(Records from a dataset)

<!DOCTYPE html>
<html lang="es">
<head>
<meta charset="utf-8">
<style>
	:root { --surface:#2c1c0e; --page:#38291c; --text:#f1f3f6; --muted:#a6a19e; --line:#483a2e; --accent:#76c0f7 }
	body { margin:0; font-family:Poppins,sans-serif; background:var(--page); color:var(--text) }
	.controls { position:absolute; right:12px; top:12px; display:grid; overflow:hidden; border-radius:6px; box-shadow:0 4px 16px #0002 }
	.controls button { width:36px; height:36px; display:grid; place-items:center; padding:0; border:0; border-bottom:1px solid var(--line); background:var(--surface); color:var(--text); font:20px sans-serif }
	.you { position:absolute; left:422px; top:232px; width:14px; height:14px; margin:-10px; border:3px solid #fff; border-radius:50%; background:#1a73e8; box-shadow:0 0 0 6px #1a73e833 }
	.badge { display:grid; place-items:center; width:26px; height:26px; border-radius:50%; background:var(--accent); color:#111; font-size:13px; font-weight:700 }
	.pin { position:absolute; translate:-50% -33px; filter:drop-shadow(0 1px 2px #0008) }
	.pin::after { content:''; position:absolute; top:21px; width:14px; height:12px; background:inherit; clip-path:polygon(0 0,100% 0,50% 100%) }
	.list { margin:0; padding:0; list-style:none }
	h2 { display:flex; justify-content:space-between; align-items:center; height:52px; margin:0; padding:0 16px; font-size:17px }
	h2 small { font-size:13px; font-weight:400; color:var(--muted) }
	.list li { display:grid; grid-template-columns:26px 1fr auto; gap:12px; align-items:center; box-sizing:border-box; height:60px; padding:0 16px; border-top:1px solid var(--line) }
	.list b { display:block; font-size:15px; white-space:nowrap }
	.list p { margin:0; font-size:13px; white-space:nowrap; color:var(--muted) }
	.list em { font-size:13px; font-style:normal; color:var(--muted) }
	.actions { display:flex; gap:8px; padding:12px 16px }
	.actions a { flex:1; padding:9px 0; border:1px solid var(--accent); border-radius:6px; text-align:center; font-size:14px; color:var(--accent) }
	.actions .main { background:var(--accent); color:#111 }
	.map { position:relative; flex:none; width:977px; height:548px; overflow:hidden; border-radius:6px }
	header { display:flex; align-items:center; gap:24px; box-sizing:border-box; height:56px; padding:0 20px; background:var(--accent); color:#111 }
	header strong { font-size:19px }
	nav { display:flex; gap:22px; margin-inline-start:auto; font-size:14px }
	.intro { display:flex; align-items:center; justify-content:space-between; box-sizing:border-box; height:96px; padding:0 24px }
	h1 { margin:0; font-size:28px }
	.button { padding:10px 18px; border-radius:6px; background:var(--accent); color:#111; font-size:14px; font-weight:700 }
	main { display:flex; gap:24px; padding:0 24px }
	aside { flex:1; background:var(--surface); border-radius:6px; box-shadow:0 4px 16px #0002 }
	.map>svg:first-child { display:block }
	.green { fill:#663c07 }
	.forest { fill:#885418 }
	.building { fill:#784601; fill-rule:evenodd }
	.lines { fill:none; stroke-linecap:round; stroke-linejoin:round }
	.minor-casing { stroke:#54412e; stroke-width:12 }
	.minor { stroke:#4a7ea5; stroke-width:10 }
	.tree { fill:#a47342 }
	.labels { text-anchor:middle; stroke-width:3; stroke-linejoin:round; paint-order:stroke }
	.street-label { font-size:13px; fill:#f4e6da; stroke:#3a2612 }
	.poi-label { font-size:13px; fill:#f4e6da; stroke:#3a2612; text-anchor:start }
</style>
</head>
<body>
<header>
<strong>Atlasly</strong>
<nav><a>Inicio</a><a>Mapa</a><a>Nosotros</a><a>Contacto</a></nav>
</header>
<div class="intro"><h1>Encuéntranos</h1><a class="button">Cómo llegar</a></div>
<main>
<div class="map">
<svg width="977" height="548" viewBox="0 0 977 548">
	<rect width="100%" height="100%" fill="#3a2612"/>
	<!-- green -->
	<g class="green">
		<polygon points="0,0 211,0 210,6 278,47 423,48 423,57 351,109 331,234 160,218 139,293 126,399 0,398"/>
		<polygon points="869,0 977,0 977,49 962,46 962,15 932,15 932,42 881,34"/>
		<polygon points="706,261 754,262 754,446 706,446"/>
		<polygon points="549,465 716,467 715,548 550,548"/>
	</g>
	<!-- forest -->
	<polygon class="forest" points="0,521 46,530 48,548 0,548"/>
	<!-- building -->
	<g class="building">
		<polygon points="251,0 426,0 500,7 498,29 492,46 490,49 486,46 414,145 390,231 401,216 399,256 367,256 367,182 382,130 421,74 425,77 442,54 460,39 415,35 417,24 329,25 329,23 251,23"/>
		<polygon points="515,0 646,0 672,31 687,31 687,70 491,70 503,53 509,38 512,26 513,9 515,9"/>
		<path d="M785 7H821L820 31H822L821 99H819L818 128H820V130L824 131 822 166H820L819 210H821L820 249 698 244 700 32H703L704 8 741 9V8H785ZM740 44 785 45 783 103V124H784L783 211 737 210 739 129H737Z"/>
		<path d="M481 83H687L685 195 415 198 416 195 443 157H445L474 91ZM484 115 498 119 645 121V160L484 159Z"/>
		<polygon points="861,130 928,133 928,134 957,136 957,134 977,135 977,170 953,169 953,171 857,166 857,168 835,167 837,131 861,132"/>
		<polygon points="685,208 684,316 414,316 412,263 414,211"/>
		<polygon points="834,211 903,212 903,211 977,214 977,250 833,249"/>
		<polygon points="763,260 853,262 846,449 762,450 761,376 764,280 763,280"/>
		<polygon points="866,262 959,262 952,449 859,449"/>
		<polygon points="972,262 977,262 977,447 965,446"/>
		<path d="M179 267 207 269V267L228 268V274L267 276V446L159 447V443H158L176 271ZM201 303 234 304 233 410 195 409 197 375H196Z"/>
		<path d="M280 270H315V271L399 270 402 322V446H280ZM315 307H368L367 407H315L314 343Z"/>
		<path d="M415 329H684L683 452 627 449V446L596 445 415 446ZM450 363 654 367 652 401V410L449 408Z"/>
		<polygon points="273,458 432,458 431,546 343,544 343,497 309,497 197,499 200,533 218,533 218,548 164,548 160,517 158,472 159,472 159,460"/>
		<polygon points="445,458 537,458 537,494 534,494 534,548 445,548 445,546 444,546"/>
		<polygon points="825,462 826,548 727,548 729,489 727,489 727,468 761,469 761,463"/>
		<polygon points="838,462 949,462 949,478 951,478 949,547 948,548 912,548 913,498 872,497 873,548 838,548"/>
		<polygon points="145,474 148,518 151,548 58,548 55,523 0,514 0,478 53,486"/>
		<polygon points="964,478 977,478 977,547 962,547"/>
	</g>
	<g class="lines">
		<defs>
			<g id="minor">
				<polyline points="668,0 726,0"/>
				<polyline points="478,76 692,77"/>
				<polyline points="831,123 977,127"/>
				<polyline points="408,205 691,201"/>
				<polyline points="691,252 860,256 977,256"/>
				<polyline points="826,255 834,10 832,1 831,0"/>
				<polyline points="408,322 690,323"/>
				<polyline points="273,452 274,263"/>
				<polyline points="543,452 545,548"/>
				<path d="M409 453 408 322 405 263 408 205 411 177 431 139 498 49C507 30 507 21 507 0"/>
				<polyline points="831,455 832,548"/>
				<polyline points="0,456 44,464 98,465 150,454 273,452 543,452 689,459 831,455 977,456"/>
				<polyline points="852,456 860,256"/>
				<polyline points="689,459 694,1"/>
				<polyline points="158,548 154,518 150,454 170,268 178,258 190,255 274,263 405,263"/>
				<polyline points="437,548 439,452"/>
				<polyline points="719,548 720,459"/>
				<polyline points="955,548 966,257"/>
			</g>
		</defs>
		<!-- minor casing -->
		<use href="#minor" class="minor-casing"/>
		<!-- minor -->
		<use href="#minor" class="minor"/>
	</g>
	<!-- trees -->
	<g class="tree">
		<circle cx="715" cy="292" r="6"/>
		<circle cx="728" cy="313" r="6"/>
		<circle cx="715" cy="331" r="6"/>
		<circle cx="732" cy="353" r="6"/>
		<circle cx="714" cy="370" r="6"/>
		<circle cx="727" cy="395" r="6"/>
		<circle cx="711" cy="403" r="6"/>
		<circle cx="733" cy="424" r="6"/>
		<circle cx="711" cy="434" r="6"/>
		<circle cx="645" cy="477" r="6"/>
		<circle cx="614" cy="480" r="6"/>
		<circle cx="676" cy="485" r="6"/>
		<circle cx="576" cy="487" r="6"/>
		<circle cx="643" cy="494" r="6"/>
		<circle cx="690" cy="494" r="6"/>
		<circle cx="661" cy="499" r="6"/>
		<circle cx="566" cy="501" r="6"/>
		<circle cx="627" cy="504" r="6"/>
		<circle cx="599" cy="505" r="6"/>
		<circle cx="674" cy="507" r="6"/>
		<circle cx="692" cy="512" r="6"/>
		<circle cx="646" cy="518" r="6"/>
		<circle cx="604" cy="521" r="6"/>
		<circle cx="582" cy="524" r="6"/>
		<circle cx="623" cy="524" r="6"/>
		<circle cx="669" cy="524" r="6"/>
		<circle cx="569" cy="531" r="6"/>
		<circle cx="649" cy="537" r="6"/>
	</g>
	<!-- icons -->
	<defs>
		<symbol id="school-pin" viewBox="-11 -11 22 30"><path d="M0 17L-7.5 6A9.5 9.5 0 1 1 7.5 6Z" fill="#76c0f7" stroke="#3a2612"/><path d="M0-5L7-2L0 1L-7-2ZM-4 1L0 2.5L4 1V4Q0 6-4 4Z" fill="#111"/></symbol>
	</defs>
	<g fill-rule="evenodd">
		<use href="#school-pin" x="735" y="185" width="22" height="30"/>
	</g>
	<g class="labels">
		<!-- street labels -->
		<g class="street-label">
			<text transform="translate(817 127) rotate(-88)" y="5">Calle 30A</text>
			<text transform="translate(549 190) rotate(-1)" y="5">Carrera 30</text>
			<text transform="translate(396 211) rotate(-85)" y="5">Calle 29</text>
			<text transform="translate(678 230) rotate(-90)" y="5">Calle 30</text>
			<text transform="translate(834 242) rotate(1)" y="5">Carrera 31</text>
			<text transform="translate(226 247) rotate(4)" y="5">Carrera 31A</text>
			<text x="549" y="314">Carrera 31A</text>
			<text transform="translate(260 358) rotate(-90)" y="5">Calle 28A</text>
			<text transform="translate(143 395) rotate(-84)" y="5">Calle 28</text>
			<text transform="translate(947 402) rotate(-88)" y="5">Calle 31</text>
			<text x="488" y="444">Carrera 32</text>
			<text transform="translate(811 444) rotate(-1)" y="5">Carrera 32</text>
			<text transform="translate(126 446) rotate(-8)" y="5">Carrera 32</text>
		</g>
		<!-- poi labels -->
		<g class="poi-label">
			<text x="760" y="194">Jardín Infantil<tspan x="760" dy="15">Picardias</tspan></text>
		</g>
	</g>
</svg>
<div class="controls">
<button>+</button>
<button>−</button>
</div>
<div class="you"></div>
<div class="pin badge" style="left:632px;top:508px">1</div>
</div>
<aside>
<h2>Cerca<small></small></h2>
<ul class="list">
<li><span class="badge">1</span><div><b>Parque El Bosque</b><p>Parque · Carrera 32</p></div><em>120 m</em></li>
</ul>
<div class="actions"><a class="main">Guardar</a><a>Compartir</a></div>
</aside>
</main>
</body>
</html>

#### What you should do
The required output is the line holding "Carrera 32</p></div><em>120 m</em></li>" plus every line after it in the data, reproduced exactly.

#### Solution
<li><span class="badge">1</span><div><b>Parque El Bosque</b><p>Parque · Carrera 32</p></div><em>120 m</em></li>
</ul>
<div class="actions"><a class="main">Guardar</a><a>Compartir</a></div>
</aside>
</main>
</body>
</html>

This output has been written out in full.